Long answer: The definition of autism has changed over time, but it has always been an umbrella diagnostic category likely encompassing 100s or even 1000s of more specific conditions. Currently, the Diagnostic and Statistical Manual of Mental Disorders defines autism by:
● deficits in social communication and social interaction, and
● restricted, repetitive patterns of behavior, interests, or activities
Advocacy for people with autism has resulted in more support for autism treatment, so pressure has mounted for clinicians to diagnose their patients with autism, to give them access to more services. In fact, most of the treatments for autism work for children with similar issues who have other diagnoses like intellectual disability, cerebral palsy, and spina bifida. Some studies have reported an association between autism and JS, while other studies have not. This may be due to the fact that people with JS have cerebellar-based motor difficulties that interfere with eye contact and speech, and are associated with repetitive movements, giving the impression that they have autism. My experience with many people who have JS is that social skills are often a strength and communication impairments are often more due to difficulties with speech production rather than desire to communicate or ability to understand language. Some people with JS and substantial cognitive impairments have more significant deficits in social interaction and communication, so they may qualify for an autism diagnosis.

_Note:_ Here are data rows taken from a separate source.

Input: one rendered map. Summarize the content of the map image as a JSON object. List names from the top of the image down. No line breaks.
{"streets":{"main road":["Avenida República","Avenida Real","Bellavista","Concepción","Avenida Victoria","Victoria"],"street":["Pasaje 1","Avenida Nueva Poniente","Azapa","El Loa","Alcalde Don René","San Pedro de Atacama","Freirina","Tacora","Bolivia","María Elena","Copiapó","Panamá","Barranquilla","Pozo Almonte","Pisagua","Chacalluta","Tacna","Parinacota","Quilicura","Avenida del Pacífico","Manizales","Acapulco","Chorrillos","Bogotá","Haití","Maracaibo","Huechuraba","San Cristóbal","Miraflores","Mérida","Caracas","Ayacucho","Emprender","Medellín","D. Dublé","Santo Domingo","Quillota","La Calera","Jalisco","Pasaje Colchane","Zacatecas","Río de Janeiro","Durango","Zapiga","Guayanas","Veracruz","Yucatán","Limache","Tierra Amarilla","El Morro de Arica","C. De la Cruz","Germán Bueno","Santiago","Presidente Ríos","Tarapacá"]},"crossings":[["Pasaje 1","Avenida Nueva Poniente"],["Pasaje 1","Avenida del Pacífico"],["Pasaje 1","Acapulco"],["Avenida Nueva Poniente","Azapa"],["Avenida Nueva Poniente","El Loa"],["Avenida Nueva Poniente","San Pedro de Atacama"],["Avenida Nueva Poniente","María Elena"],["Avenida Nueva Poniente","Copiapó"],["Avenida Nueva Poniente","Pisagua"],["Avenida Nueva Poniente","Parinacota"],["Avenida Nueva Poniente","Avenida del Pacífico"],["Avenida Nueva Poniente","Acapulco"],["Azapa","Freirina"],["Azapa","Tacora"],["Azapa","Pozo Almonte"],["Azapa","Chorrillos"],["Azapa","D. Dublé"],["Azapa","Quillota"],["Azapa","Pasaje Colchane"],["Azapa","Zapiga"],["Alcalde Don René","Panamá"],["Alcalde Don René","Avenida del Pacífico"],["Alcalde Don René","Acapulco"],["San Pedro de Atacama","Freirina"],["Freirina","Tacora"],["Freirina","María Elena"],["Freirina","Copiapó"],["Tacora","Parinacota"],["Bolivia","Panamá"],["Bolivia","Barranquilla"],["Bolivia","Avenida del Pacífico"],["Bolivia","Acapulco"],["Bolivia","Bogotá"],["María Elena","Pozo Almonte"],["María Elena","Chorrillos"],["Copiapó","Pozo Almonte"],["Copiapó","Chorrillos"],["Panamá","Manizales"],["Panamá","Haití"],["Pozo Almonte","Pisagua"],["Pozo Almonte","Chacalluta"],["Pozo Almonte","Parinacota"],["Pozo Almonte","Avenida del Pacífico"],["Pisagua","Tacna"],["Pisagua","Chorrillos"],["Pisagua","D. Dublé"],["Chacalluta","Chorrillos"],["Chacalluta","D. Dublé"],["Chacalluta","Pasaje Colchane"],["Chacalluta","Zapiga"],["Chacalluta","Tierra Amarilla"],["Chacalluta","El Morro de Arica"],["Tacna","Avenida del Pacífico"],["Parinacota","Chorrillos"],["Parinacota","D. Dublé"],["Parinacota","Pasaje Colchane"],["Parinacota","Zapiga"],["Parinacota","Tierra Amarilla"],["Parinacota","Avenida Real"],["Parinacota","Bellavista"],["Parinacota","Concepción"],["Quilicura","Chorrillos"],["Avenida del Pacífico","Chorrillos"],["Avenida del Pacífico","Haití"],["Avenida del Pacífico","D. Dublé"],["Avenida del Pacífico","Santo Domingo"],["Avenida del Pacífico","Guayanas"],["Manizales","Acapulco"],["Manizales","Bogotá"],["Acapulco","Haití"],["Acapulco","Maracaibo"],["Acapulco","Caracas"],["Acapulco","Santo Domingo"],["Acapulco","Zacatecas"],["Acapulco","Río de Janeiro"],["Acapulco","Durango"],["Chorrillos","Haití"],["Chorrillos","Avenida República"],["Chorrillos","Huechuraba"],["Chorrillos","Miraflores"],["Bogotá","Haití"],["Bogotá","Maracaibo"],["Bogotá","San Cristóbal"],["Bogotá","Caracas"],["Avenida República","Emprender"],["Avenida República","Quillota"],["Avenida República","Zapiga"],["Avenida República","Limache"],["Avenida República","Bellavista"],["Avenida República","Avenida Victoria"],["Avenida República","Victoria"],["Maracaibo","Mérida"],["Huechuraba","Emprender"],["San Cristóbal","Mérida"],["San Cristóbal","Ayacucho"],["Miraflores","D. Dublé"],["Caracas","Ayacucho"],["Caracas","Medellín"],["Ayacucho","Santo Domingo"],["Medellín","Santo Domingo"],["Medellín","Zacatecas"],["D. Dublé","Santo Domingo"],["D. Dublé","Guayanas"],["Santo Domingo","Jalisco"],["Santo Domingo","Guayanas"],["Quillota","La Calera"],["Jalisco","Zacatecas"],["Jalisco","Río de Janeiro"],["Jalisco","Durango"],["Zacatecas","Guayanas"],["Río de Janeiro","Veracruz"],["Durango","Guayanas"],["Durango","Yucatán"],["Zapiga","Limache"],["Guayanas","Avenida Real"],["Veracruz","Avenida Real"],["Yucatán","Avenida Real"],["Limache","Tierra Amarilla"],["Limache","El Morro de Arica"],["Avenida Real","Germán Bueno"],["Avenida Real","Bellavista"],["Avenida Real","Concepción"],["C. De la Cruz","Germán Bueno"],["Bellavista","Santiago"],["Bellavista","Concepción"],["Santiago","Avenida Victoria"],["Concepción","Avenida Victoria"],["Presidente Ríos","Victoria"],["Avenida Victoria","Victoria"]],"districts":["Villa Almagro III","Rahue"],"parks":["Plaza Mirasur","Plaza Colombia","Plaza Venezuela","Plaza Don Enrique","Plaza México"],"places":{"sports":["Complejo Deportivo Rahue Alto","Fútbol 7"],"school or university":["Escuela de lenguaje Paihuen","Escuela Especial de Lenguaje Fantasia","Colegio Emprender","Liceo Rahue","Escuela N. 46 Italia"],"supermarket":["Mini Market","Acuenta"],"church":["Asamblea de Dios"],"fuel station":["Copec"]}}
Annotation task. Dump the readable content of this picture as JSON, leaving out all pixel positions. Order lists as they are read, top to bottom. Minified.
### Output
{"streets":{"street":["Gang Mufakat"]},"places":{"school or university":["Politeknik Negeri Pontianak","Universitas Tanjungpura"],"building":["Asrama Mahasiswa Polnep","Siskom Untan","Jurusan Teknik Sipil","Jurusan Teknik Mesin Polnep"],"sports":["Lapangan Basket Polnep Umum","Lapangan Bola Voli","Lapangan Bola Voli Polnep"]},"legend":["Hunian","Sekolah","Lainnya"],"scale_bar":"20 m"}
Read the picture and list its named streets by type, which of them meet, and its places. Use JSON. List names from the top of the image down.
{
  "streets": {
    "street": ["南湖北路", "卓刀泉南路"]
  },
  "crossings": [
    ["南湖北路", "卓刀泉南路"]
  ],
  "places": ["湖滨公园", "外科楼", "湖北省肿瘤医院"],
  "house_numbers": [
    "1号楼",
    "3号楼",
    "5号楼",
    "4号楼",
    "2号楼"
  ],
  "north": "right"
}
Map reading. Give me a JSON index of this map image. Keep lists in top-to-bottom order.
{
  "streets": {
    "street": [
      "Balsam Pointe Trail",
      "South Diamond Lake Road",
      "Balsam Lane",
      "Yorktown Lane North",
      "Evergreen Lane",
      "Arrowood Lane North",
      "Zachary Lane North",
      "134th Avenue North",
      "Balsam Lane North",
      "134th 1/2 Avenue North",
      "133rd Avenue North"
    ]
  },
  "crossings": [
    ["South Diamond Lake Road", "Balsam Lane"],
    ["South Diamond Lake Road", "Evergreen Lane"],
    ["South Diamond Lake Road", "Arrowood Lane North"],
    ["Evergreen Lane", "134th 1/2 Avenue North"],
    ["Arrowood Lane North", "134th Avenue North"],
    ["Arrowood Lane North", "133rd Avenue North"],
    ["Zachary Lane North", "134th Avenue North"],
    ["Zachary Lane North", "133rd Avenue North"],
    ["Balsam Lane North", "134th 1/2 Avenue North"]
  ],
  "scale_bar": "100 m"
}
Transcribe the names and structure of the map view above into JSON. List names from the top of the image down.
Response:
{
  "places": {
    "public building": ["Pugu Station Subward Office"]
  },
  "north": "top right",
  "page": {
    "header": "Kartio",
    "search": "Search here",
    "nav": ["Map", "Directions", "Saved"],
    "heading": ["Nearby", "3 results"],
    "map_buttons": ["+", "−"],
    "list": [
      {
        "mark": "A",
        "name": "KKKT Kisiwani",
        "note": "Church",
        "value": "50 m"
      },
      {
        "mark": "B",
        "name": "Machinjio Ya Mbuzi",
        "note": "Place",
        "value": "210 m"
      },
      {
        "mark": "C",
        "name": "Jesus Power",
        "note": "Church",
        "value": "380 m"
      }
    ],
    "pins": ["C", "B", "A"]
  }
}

My 25-year-old son with Joubert syndrome has ileus (the inability of the intestine to contract normally and move waste out of the body). We are in the hospital or ER every six months. Is ileus associated with Joubert syndrome?
Abnormal bowel motility is thought to occur in many people with muscle hypotonia, but no specific link between ileus and JS has been demonstrated. Hirschsprung’s disease (lower bowel obstruction due to absent bowel nerves) has been reported in a small number of people with JS, but this may just be a chance occurrence. In the UW cohort of >750 people with JS, hospitalization due to ileus or other bowel motility issues is very uncommon.
When families are thinking about trying out a new treatment or therapy, how should they approach those decisions? Examples include vision therapy, hyperbaric oxygen therapy or the use of a natural prokinetic agent (like tripahala) to treat constipation.
I recommend to families that they weigh the possible risks and benefits of unproven treatments. If there’s some chance of benefit, the risks are low, and the family can afford the time and money, then it’s fine to go ahead and try unproven treatments. If an unproven treatment does not seem to make a difference after a reasonable trial period, families should feel free to stop. Families should also be aware of financial conflicts of interest if the person recommending the treatment will benefit directly if the family engages in the treatment.
In the U.S., FDA-regulated drugs are likely to be better defined and less prone to harmful contaminants than non-regulated treatments. That said, non-regulated medications like melatonin are commonly recommended by medical providers. I don’t have specific knowledge of triphala, so it’s difficult for me to comment on this fruit mixture, but in brief searches of toxicology databases, I did not find reports of significant toxicity. Some adverse events have been reported with hyperbaric oxygen therapy, and this should be approached with caution and with advice from medical providers not involved in the treatment. Vision therapy is not dangerous, but to my knowledge, there have been no high-quality randomized-controlled trials demonstrating benefits of any vision therapies. That said, such trials are extremely difficult and expensive to perform, so the absence of evidence that vision therapies work does not mean that they are definitely ineffective. Therefore, the decision likely rests on whether a patient and their family have the time, money and energy to engage in vision therapies.